**Your instructions**. For the data below, please report each line where the word "Марта" is found.

§ §

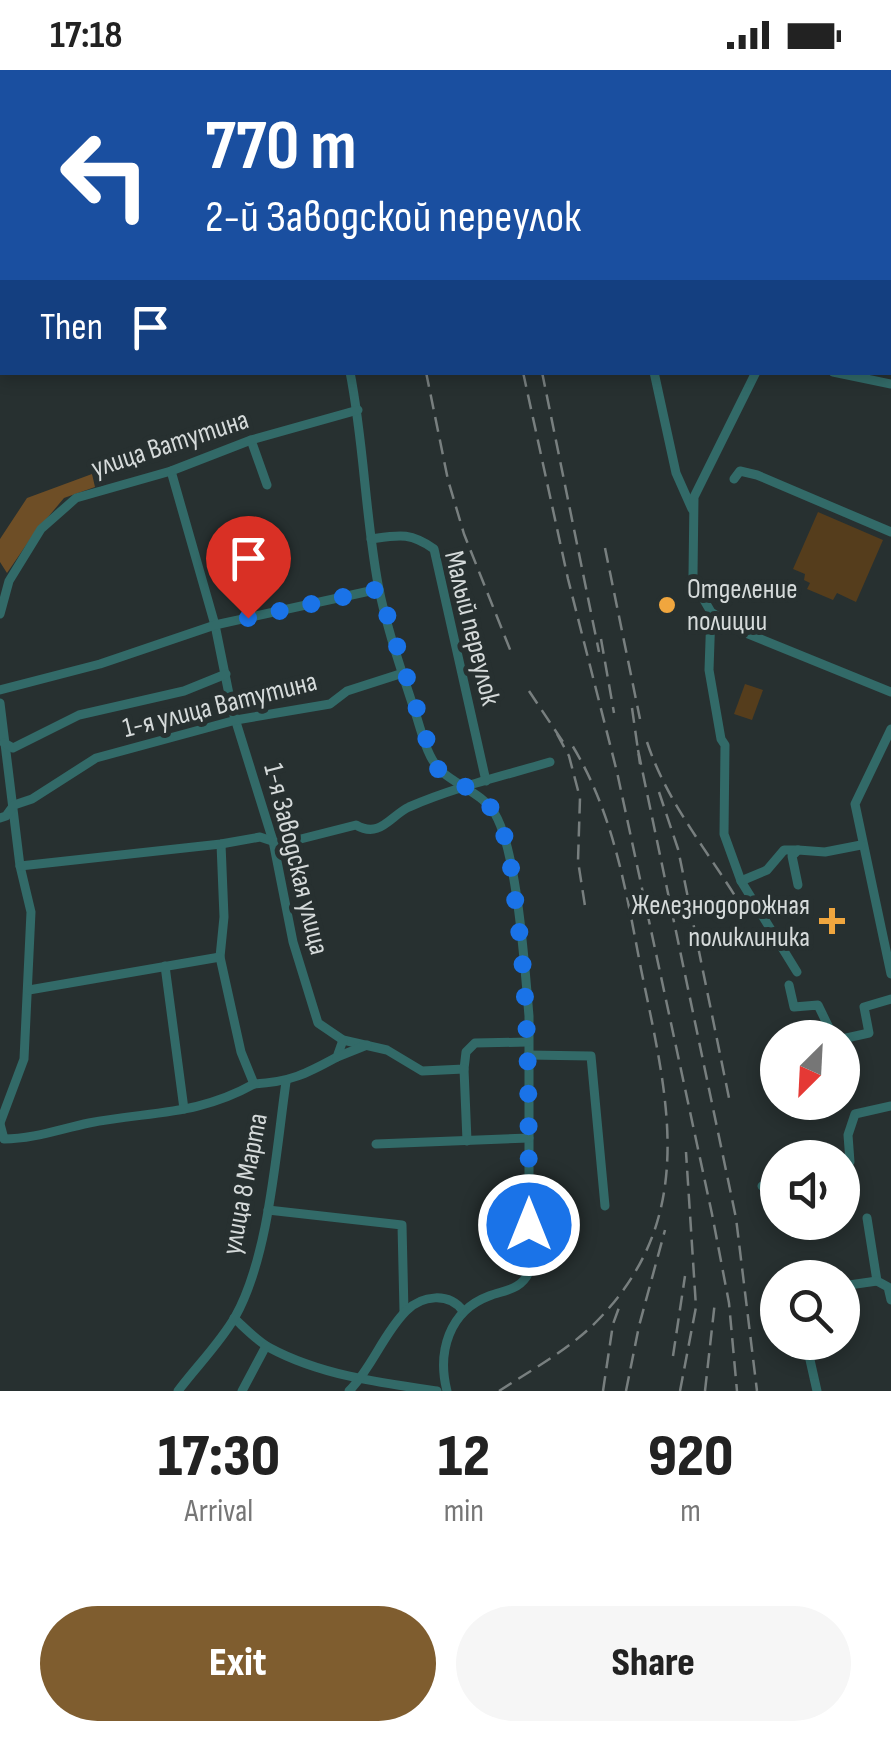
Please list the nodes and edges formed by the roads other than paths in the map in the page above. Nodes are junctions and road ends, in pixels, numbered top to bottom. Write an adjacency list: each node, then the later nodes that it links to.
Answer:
1 (351, 375): 6 (street)
2 (655, 375): 11 (street)
3 (755, 375): 11 (street)
4 (848, 375): 5 (street)
5 (891, 384)
6 (358, 410): 7 (street, улица Ватутина); 13 (street)
7 (250, 440): 8 (street, улица Ватутина); 10 (street)
8 (171, 471): 15 (street, улица Ватутина); 19 (street, 1-я Заводская улица)
9 (737, 475): 12 (street)
10 (266, 485)
11 (693, 512): 17 (street)
12 (891, 532)
13 (371, 538): 16 (street); 29 (street, Малый переулок)
14 (0, 569): 15 (street)
15 (9, 581): 18 (street, улица Ватутина)
16 (379, 589): 19 (street); 20 (street)
17 (712, 612): 23 (street); 38 (street)
18 (0, 614)
19 (215, 624): 21 (street, 1-я Заводская улица); 22 (street)
20 (403, 673): 25 (street, 1-я улица Ватутина); 30 (street)
21 (226, 674): 25 (street, 1-я Заводская улица); 27 (street)
22 (0, 690)
23 (891, 692)
24 (0, 703): 27 (street)
25 (236, 720): 31 (street, 1-я улица Ватутина); 33 (street, 1-я Заводская улица)
26 (891, 729): 35 (street)
27 (2, 744): 31 (street)
28 (550, 762): 29 (street)
29 (486, 780): 30 (street)
30 (464, 787): 33 (street); 50 (street)
31 (14, 805): 32 (street, 1-я улица Ватутина); 37 (street)
32 (0, 818)
33 (274, 841): 34 (street); 49 (street, 1-я Заводская улица)
34 (221, 844): 37 (street); 40 (street)
35 (861, 845): 36 (street); 43 (street)
36 (798, 850): 38 (street); 39 (street)
37 (20, 866): 45 (street)
38 (741, 881): 42 (street)
39 (798, 885)
40 (220, 958): 41 (street); 56 (street)
41 (164, 966): 45 (street); 58 (street)
42 (796, 972)
43 (891, 974)
44 (789, 985): 47 (street)
45 (29, 990): 59 (street)
46 (891, 998): 48 (street)
47 (826, 1020)
48 (860, 1035)
49 (342, 1040): 51 (street); 53 (street)
50 (528, 1042): 52 (street); 54 (street)
51 (371, 1044): 53 (street); 54 (street)
52 (528, 1055): 60 (street); 64 (street)
53 (336, 1057): 55 (street)
54 (464, 1069): 61 (street)
55 (286, 1082): 56 (street); 65 (street, улица 8 Марта)
56 (254, 1084): 58 (street)
57 (891, 1106): 62 (street)
58 (184, 1109): 59 (street)
59 (0, 1124)
60 (528, 1138): 61 (street); 70 (street)
61 (467, 1140): 63 (street)
62 (848, 1140)
63 (376, 1144)
64 (605, 1206)
65 (268, 1210): 71 (street); 72 (street, улица 8 Марта)
66 (867, 1218): 67 (street)
67 (877, 1281): 68 (street); 69 (street)
68 (860, 1283)
69 (891, 1300)
70 (463, 1310): 71 (street); 80 (street)
71 (404, 1312): 75 (street)
72 (234, 1318): 73 (street); 76 (street, улица 8 Марта)
73 (266, 1346): 75 (street); 77 (street)
74 (810, 1360): 81 (street)
75 (361, 1379): 78 (street); 79 (street)
76 (178, 1391)
77 (242, 1391)
78 (349, 1391)
79 (436, 1391)
80 (447, 1391)
81 (817, 1391)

§ §

**Task response**.
55 (286, 1082): 56 (street); 65 (street, улица 8 Марта)
65 (268, 1210): 71 (street); 72 (street, улица 8 Марта)
72 (234, 1318): 73 (street); 76 (street, улица 8 Марта)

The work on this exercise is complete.